In order to explore these issues, we developed and successfully piloted a participatory assessment about the quality and usability of fiscal information called “Fiscal Governance Treasure Hunts”. This approach takes a citizens’ perspective towards open fiscal governance by setting citizen-participants the task of accessing and using fiscal information on particular issues and to then report back on the challenges they face in doing so. These challenges relate not only to the availability of information, but also to its quality, the way it is presented, and the capacities needed to understand and use the information. The approach delivers insights that inform the engagement of in-country reformers in efforts to overcome challenges around data and its use. This approach also goes beyond budgets, connecting the dots among different pieces of the public resources puzzle – such as revenues, contracts, expenditure and data about results – needed by citizens to understand and shape the use of public resources.

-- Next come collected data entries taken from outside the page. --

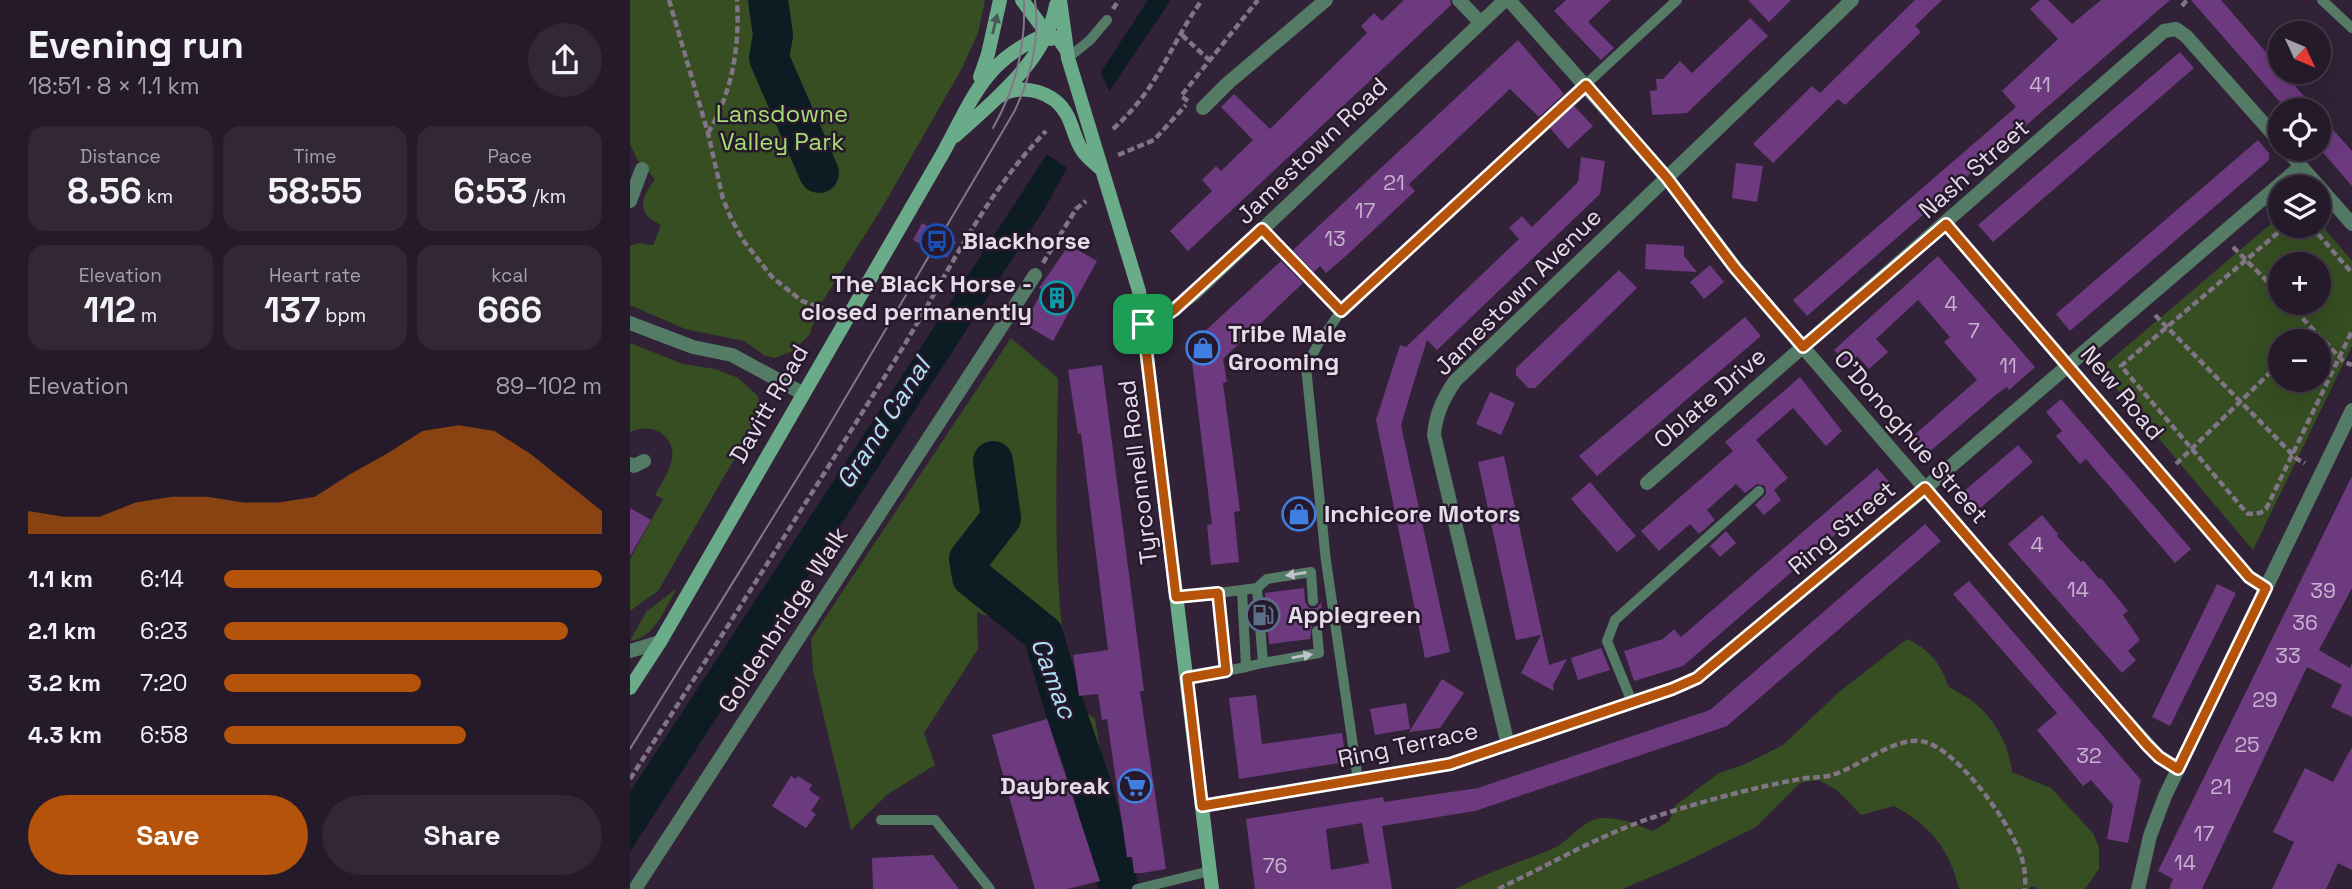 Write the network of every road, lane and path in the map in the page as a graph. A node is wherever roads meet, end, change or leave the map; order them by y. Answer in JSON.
{"nodes":[{"id":1,"x":669,"y":0,"type":"edge"},
{"id":2,"x":737,"y":0,"type":"edge"},
{"id":3,"x":1000,"y":0,"type":"edge"},
{"id":4,"x":1022,"y":0,"type":"edge"},
{"id":5,"x":1058,"y":0,"type":"edge"},
{"id":6,"x":1202,"y":0,"type":"edge"},
{"id":7,"x":1258,"y":0,"type":"edge"},
{"id":8,"x":1326,"y":0,"type":"edge"},
{"id":9,"x":1459,"y":0,"type":"edge"},
{"id":10,"x":1507,"y":0,"type":"edge"},
{"id":11,"x":1677,"y":0,"type":"edge"},
{"id":12,"x":1852,"y":0,"type":"edge"},
{"id":13,"x":2187,"y":0,"type":"edge"},
{"id":14,"x":2322,"y":0,"type":"edge"},
{"id":15,"x":2182,"y":6,"type":"dead end"},
{"id":16,"x":1107,"y":20,"type":"dead end"},
{"id":17,"x":1480,"y":22,"type":"junction"},
{"id":18,"x":2352,"y":28,"type":"edge"},
{"id":19,"x":1047,"y":34,"type":"junction"},
{"id":20,"x":1182,"y":35,"type":"junction"},
{"id":21,"x":1068,"y":54,"type":"junction"},
{"id":22,"x":1209,"y":60,"type":"junction"},
{"id":23,"x":1586,"y":85,"type":"junction"},
{"id":24,"x":973,"y":94,"type":"junction"},
{"id":25,"x":995,"y":100,"type":"junction"},
{"id":26,"x":1203,"y":108,"type":"dead end"},
{"id":27,"x":2268,"y":128,"type":"edge"},
{"id":28,"x":1114,"y":129,"type":"dead end"},
{"id":29,"x":1046,"y":131,"type":"dead end"},
{"id":30,"x":708,"y":133,"type":"junction"},
{"id":31,"x":948,"y":143,"type":"junction"},
{"id":32,"x":1118,"y":155,"type":"dead end"},
{"id":33,"x":2297,"y":161,"type":"edge"},
{"id":34,"x":2301,"y":166,"type":"junction"},
{"id":35,"x":642,"y":169,"type":"dead end"},
{"id":36,"x":1104,"y":170,"type":"junction"},
{"id":37,"x":1667,"y":178,"type":"junction"},
{"id":38,"x":630,"y":201,"type":"edge"},
{"id":39,"x":1086,"y":201,"type":"dead end"},
{"id":40,"x":1946,"y":224,"type":"junction"},
{"id":41,"x":2352,"y":224,"type":"edge"},
{"id":42,"x":1262,"y":229,"type":"junction"},
{"id":43,"x":2273,"y":238,"type":"edge"},
{"id":44,"x":2321,"y":238,"type":"edge"},
{"id":45,"x":2233,"y":247,"type":"dead end"},
{"id":46,"x":2248,"y":260,"type":"junction"},
{"id":47,"x":2352,"y":273,"type":"edge"},
{"id":48,"x":1035,"y":275,"type":"joint"},
{"id":49,"x":2268,"y":281,"type":"edge"},
{"id":50,"x":826,"y":310,"type":"dead end"},
{"id":51,"x":1341,"y":311,"type":"junction"},
{"id":52,"x":2155,"y":315,"type":"dead end"},
{"id":53,"x":2300,"y":315,"type":"edge"},
{"id":54,"x":630,"y":323,"type":"edge"},
{"id":55,"x":1143,"y":324,"type":"junction"},
{"id":56,"x":2166,"y":327,"type":"junction"},
{"id":57,"x":2313,"y":329,"type":"edge"},
{"id":58,"x":2352,"y":331,"type":"edge"},
{"id":59,"x":1803,"y":347,"type":"junction"},
{"id":60,"x":2331,"y":347,"type":"edge"},
{"id":61,"x":2340,"y":356,"type":"junction"},
{"id":62,"x":2069,"y":365,"type":"junction"},
{"id":63,"x":2352,"y":365,"type":"edge"},
{"id":64,"x":2268,"y":375,"type":"edge"},
{"id":65,"x":803,"y":393,"type":"junction"},
{"id":66,"x":2241,"y":403,"type":"junction"},
{"id":67,"x":2352,"y":410,"type":"edge"},
{"id":68,"x":2193,"y":450,"type":"junction"},
{"id":69,"x":2293,"y":454,"type":"junction"},
{"id":70,"x":2305,"y":463,"type":"dead end"},
{"id":71,"x":2176,"y":464,"type":"dead end"},
{"id":72,"x":1647,"y":483,"type":"dead end"},
{"id":73,"x":1925,"y":488,"type":"junction"},
{"id":74,"x":1759,"y":491,"type":"dead end"},
{"id":75,"x":1257,"y":588,"type":"junction"},
{"id":76,"x":2266,"y":588,"type":"junction"},
{"id":77,"x":1242,"y":590,"type":"junction"},
{"id":78,"x":1218,"y":593,"type":"junction"},
{"id":79,"x":1176,"y":597,"type":"junction"},
{"id":80,"x":1314,"y":601,"type":"dead end"},
{"id":81,"x":1317,"y":631,"type":"dead end"},
{"id":82,"x":660,"y":642,"type":"junction"},
{"id":83,"x":630,"y":651,"type":"edge"},
{"id":84,"x":1264,"y":663,"type":"junction"},
{"id":85,"x":1246,"y":667,"type":"junction"},
{"id":86,"x":1226,"y":671,"type":"junction"},
{"id":87,"x":1187,"y":678,"type":"junction"},
{"id":88,"x":1697,"y":678,"type":"joint"},
{"id":89,"x":630,"y":688,"type":"edge"},
{"id":90,"x":1632,"y":702,"type":"junction"},
{"id":91,"x":1508,"y":745,"type":"junction"},
{"id":92,"x":2178,"y":769,"type":"junction"},
{"id":93,"x":630,"y":779,"type":"edge"},
{"id":94,"x":1358,"y":780,"type":"junction"},
{"id":95,"x":1202,"y":806,"type":"junction"},
{"id":96,"x":881,"y":820,"type":"dead end"},
{"id":97,"x":1210,"y":872,"type":"junction"},
{"id":98,"x":2138,"y":888,"type":"edge"},
{"id":99,"x":635,"y":889,"type":"edge"},
{"id":100,"x":990,"y":889,"type":"edge"},
{"id":101,"x":1137,"y":889,"type":"edge"},
{"id":102,"x":1212,"y":889,"type":"edge"},
{"id":103,"x":1498,"y":889,"type":"edge"},
{"id":104,"x":2025,"y":889,"type":"edge"}],
"edges":[{"from":1,"to":30,"type":"path"},
{"from":2,"to":30,"type":"path"},
{"from":24,"to":3,"type":"main road","one_way":true},
{"from":4,"to":19,"type":"main road","name":"Tyrconnell Road"},
{"from":5,"to":19,"type":"main road"},
{"from":5,"to":21,"type":"main road","name":"Tyrconnell Road"},
{"from":6,"to":20,"type":"path"},
{"from":7,"to":22,"type":"path"},
{"from":8,"to":26,"type":"street"},
{"from":9,"to":17,"type":"street"},
{"from":10,"to":17,"type":"street","name":"Jamestown Road"},
{"from":10,"to":23,"type":"street","name":"O'Donoghue Street"},
{"from":11,"to":23,"type":"lane"},
{"from":12,"to":37,"type":"street","name":"Jamestown Avenue"},
{"from":13,"to":15,"type":"path"},
{"from":14,"to":18,"type":"lane"},
{"from":16,"to":21,"type":"lane"},
{"from":17,"to":42,"type":"street","name":"Jamestown Road"},
{"from":19,"to":21,"type":"main road","name":"Tyrconnell Road"},
{"from":19,"to":24,"type":"main road","name":"Davitt Road"},
{"from":19,"to":25,"type":"main road","name":"Davitt Road"},
{"from":20,"to":22,"type":"path"},
{"from":20,"to":28,"type":"path"},
{"from":21,"to":36,"type":"main road","name":"Tyrconnell Road"},
{"from":22,"to":32,"type":"path"},
{"from":23,"to":37,"type":"street","name":"O'Donoghue Street"},
{"from":23,"to":51,"type":"lane"},
{"from":24,"to":31,"type":"main road","name":"Davitt Road"},
{"from":25,"to":31,"type":"main road","name":"Davitt Road"},
{"from":25,"to":36,"type":"main road","name":"Davitt Road"},
{"from":27,"to":40,"type":"street","name":"Nash Street"},
{"from":29,"to":93,"type":"path"},
{"from":30,"to":50,"type":"path"},
{"from":31,"to":65,"type":"main road","name":"Davitt Road"},
{"from":33,"to":34,"type":"street"},
{"from":34,"to":41,"type":"street"},
{"from":34,"to":62,"type":"street","name":"Ring Street"},
{"from":35,"to":38,"type":"street"},
{"from":36,"to":55,"type":"main road","name":"Tyrconnell Road"},
{"from":37,"to":59,"type":"street","name":"O'Donoghue Street"},
{"from":37,"to":91,"type":"street","name":"Jamestown Avenue"},
{"from":39,"to":48,"type":"path"},
{"from":40,"to":59,"type":"street","name":"Nash Street"},
{"from":40,"to":62,"type":"street","name":"New Road"},
{"from":42,"to":51,"type":"lane"},
{"from":42,"to":55,"type":"street","name":"Jamestown Road"},
{"from":43,"to":46,"type":"path"},
{"from":44,"to":47,"type":"path"},
{"from":45,"to":46,"type":"path"},
{"from":46,"to":49,"type":"path"},
{"from":46,"to":56,"type":"path"},
{"from":48,"to":99,"type":"street","name":"Goldenbridge Walk"},
{"from":51,"to":94,"type":"lane"},
{"from":52,"to":56,"type":"path"},
{"from":53,"to":57,"type":"path"},
{"from":54,"to":65,"type":"street"},
{"from":55,"to":79,"type":"main road","name":"Tyrconnell Road"},
{"from":56,"to":66,"type":"path"},
{"from":56,"to":68,"type":"path"},
{"from":58,"to":61,"type":"path"},
{"from":59,"to":72,"type":"street","name":"Oblate Drive"},
{"from":59,"to":73,"type":"street","name":"O'Donoghue Street"},
{"from":60,"to":61,"type":"path"},
{"from":61,"to":63,"type":"path"},
{"from":61,"to":69,"type":"path"},
{"from":62,"to":73,"type":"street","name":"Ring Street"},
{"from":62,"to":76,"type":"street","name":"New Road"},
{"from":64,"to":66,"type":"path"},
{"from":65,"to":82,"type":"main road","name":"Davitt Road"},
{"from":66,"to":68,"type":"path"},
{"from":66,"to":69,"type":"path"},
{"from":67,"to":76,"type":"street"},
{"from":68,"to":69,"type":"path"},
{"from":68,"to":71,"type":"path"},
{"from":69,"to":70,"type":"path"},
{"from":73,"to":88,"type":"street","name":"Ring Street"},
{"from":73,"to":92,"type":"street","name":"O'Donoghue Street"},
{"from":74,"to":90,"type":"lane"},
{"from":75,"to":77,"type":"lane"},
{"from":80,"to":75,"type":"lane","one_way":true},
{"from":75,"to":84,"type":"lane"},
{"from":76,"to":92,"type":"street"},
{"from":77,"to":78,"type":"lane"},
{"from":77,"to":85,"type":"lane"},
{"from":78,"to":79,"type":"lane"},
{"from":78,"to":86,"type":"lane"},
{"from":79,"to":87,"type":"main road","name":"Tyrconnell Road"},
{"from":84,"to":81,"type":"lane","one_way":true},
{"from":82,"to":83,"type":"street"},
{"from":82,"to":89,"type":"main road","name":"Davitt Road"},
{"from":84,"to":85,"type":"lane"},
{"from":85,"to":86,"type":"lane"},
{"from":86,"to":87,"type":"lane"},
{"from":87,"to":95,"type":"main road","name":"Tyrconnell Road"},
{"from":88,"to":90,"type":"street","name":"Ring Terrace"},
{"from":90,"to":91,"type":"street","name":"Ring Terrace"},
{"from":91,"to":94,"type":"street","name":"Ring Terrace"},
{"from":92,"to":98,"type":"street"},
{"from":94,"to":95,"type":"street","name":"Ring Terrace"},
{"from":95,"to":97,"type":"main road","name":"Tyrconnell Road"},
{"from":96,"to":100,"type":"lane"},
{"from":97,"to":101,"type":"lane"},
{"from":97,"to":102,"type":"main road","name":"Tyrconnell Road"},
{"from":103,"to":104,"type":"path"}]}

Stocktakings on OGP commitments point to the need to improve the quality of information and connect it to issues that are relevant for citizens: the IRM report on open data calls for increased alignment between data supply and demand, and for a greater focus on data use, and the OGP Fiscal Openness Working Group recommends that governments publish more data, strengthen oversight, and provide meaningful opportunities for citizen participation. In 2016 fifty-one countries will be developing OGP National Action Plans. This is an opportunity that must be seized by government and civil society reformers to press for commitments to release and improve the quality and usability of fiscal information from a citizen perspective.

Many countries have made important progress on commitments to release budget information. Participatory assessments of fiscal governance – “treasure hunts” – are a tool to build on this progress by informing efforts to improve accessibility and usability of budget data and to design commitments to release data on particular issues. Treasure hunts take a citizen perspective and focus on particular problems deemed important by people, and their results deliver valuable insights that can be used to develop more focused commitments aimed to address specific issues that stand in the way of citizens’ use of budget information.

Treasure hunts can also be used to advance towards open legislatures and open judiciary by making evident for citizens how those institutions use public resources to accomplish their legal mandates. These participatory assessments are also useful to promote open government at the subnational level. We – in close collaboration with in-country partners – have supported civil society and governments in Mexican states and municipalities to engage in efforts to implement commitments to improve access and usability of fiscal data on particular issues such as security, education, and health.          

Some illustrative commitments to use participatory assessments to move towards open fiscal governance include:

  • Use participatory assessments of the extent to which citizens can access and use information about resources used to deliver health services, to improve the release of data about investments in health infrastructure [or the prioritized program or issue].
  • Conduct participatory assessments to identify and release the information needed by citizens to understand how the legislature [or other branch of government] uses public resources.
  • Promote the use of participatory assessments about access and use of budget information by subnational governments to improve their efforts to release data on investments made to deliver police services [or another prioritized issue].

Some resources to inform efforts to design and implement these commitments are:

OGP commitments to improve access and usability of budget information on particular issues can enable countries to close the gap between the supply and demand of fiscal data and to make significant progress towards more open governance.